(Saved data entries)
┏━━
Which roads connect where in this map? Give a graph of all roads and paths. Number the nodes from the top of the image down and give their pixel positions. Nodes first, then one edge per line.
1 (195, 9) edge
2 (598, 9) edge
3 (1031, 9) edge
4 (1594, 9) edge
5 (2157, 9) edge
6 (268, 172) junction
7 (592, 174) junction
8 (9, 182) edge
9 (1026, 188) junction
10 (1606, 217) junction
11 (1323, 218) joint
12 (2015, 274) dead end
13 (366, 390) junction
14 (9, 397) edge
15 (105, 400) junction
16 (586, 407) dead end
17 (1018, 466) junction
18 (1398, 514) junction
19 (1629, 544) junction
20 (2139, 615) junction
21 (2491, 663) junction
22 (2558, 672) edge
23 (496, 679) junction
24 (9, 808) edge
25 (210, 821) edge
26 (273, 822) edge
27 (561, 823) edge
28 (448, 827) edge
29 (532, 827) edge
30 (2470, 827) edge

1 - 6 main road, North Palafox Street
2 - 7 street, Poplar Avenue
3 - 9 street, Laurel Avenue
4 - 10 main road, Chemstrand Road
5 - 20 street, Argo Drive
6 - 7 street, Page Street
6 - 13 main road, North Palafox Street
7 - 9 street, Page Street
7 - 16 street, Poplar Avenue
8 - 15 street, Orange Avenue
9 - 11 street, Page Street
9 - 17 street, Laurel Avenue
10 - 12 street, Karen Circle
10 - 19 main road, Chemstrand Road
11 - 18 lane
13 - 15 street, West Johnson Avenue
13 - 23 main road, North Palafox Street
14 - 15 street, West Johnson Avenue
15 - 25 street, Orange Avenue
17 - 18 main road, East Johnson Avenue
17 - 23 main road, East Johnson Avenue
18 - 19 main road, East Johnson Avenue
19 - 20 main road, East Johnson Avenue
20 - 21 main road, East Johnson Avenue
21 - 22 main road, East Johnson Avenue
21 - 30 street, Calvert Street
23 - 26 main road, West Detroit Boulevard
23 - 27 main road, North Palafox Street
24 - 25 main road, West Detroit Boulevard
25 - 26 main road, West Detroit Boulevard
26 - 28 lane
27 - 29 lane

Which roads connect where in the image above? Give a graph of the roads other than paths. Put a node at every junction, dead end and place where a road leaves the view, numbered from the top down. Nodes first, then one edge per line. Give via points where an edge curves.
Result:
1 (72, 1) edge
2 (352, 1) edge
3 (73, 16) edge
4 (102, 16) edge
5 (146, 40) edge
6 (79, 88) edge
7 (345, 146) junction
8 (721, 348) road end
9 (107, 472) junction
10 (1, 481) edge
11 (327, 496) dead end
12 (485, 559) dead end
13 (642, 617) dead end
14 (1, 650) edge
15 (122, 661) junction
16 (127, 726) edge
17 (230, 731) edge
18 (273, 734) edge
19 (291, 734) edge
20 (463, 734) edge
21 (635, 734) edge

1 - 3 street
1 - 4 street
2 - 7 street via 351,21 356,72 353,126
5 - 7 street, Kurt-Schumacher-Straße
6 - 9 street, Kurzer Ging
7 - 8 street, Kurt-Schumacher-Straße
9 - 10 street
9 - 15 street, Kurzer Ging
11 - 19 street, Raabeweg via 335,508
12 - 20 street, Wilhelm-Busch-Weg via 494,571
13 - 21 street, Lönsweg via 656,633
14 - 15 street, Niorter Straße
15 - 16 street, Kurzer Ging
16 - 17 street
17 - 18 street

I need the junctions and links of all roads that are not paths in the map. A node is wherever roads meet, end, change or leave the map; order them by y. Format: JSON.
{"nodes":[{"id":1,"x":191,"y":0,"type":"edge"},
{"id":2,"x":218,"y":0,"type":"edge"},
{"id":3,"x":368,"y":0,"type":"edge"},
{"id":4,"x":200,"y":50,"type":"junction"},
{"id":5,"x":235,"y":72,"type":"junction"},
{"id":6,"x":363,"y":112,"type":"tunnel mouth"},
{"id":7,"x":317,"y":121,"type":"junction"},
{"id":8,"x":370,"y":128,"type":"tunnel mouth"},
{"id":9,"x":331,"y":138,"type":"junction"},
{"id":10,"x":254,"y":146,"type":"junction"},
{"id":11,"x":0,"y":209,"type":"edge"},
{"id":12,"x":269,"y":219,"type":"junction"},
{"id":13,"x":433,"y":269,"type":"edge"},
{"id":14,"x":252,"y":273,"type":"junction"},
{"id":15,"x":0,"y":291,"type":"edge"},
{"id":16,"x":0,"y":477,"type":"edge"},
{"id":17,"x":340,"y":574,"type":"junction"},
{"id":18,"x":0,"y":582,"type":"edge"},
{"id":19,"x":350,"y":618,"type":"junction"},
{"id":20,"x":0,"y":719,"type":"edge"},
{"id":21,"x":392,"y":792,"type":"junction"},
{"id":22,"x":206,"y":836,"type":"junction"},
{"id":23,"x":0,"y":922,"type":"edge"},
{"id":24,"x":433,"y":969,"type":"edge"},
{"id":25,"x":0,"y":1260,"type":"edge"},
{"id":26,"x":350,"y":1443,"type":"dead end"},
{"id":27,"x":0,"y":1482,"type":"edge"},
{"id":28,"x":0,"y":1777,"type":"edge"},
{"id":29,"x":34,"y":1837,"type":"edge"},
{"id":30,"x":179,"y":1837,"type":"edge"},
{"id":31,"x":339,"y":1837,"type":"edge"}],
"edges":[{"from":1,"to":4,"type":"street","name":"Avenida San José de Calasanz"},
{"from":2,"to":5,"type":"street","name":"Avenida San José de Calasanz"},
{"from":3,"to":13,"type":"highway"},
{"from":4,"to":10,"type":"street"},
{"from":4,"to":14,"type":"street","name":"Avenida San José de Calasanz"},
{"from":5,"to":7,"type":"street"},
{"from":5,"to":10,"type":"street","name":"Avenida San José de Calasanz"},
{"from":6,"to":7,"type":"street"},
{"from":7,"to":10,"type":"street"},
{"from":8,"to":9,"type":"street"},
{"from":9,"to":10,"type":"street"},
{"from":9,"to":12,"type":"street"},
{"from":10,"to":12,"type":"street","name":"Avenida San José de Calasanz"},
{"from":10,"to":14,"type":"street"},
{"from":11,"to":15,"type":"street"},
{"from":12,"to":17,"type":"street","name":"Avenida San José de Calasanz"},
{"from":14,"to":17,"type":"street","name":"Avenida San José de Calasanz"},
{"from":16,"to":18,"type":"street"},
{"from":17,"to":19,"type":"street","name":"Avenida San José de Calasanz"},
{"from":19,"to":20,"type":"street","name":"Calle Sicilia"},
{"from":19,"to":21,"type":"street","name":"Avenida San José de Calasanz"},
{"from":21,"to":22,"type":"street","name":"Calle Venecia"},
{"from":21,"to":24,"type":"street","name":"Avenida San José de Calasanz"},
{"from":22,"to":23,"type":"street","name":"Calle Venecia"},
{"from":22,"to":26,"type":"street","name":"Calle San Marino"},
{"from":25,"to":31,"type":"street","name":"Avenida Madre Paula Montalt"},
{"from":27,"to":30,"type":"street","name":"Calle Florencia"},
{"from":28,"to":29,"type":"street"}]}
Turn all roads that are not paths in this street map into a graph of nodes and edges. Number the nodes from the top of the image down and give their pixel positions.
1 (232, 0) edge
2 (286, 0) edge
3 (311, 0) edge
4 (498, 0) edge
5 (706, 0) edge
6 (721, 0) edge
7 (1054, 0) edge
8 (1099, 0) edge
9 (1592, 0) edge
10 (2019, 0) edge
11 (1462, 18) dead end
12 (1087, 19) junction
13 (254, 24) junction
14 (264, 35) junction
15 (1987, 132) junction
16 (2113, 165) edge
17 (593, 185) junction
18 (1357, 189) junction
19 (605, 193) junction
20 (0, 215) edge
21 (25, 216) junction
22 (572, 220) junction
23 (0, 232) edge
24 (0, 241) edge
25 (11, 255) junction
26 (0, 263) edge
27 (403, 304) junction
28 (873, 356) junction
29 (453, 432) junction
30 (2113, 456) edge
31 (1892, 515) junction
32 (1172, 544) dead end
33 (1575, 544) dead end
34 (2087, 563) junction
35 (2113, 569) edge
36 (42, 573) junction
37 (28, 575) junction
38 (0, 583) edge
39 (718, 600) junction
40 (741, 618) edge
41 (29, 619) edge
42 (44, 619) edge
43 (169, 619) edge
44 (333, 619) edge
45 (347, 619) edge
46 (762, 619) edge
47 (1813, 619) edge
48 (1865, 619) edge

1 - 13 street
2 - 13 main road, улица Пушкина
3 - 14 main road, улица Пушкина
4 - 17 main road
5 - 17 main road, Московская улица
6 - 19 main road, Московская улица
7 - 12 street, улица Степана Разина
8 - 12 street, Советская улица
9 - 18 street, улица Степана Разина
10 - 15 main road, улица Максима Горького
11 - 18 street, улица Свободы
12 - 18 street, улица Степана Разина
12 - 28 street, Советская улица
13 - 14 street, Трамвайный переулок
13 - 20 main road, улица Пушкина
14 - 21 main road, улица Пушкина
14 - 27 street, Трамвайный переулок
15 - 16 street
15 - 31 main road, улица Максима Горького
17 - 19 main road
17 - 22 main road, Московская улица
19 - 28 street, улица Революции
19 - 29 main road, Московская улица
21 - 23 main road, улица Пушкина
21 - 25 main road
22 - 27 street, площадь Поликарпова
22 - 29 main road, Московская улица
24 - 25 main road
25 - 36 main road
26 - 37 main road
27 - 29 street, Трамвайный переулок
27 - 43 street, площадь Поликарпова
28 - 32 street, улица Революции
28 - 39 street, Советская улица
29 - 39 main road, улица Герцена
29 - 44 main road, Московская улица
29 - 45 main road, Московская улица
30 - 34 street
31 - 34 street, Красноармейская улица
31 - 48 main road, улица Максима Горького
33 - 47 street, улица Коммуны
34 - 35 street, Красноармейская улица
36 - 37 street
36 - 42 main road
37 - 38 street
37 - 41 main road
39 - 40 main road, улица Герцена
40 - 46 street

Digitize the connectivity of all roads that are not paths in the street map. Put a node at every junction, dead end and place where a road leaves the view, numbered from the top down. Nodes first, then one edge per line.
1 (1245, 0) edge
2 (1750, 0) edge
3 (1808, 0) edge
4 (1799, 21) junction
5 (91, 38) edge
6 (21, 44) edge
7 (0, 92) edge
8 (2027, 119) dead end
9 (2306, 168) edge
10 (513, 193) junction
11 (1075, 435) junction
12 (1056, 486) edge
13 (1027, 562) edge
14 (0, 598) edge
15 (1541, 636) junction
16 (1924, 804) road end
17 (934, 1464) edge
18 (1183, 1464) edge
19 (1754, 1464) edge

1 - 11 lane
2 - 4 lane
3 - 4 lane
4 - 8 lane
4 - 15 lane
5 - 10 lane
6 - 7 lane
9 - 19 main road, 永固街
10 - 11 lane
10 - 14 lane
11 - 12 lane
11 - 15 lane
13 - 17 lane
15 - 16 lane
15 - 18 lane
┗━━
WORK INSTRUCTION – Which of the lines above carry the string "Красноармейская"? Pick them out and copy them.

ANSWER TO THIS TASK –
31 - 34 street, Красноармейская улица
34 - 35 street, Красноармейская улица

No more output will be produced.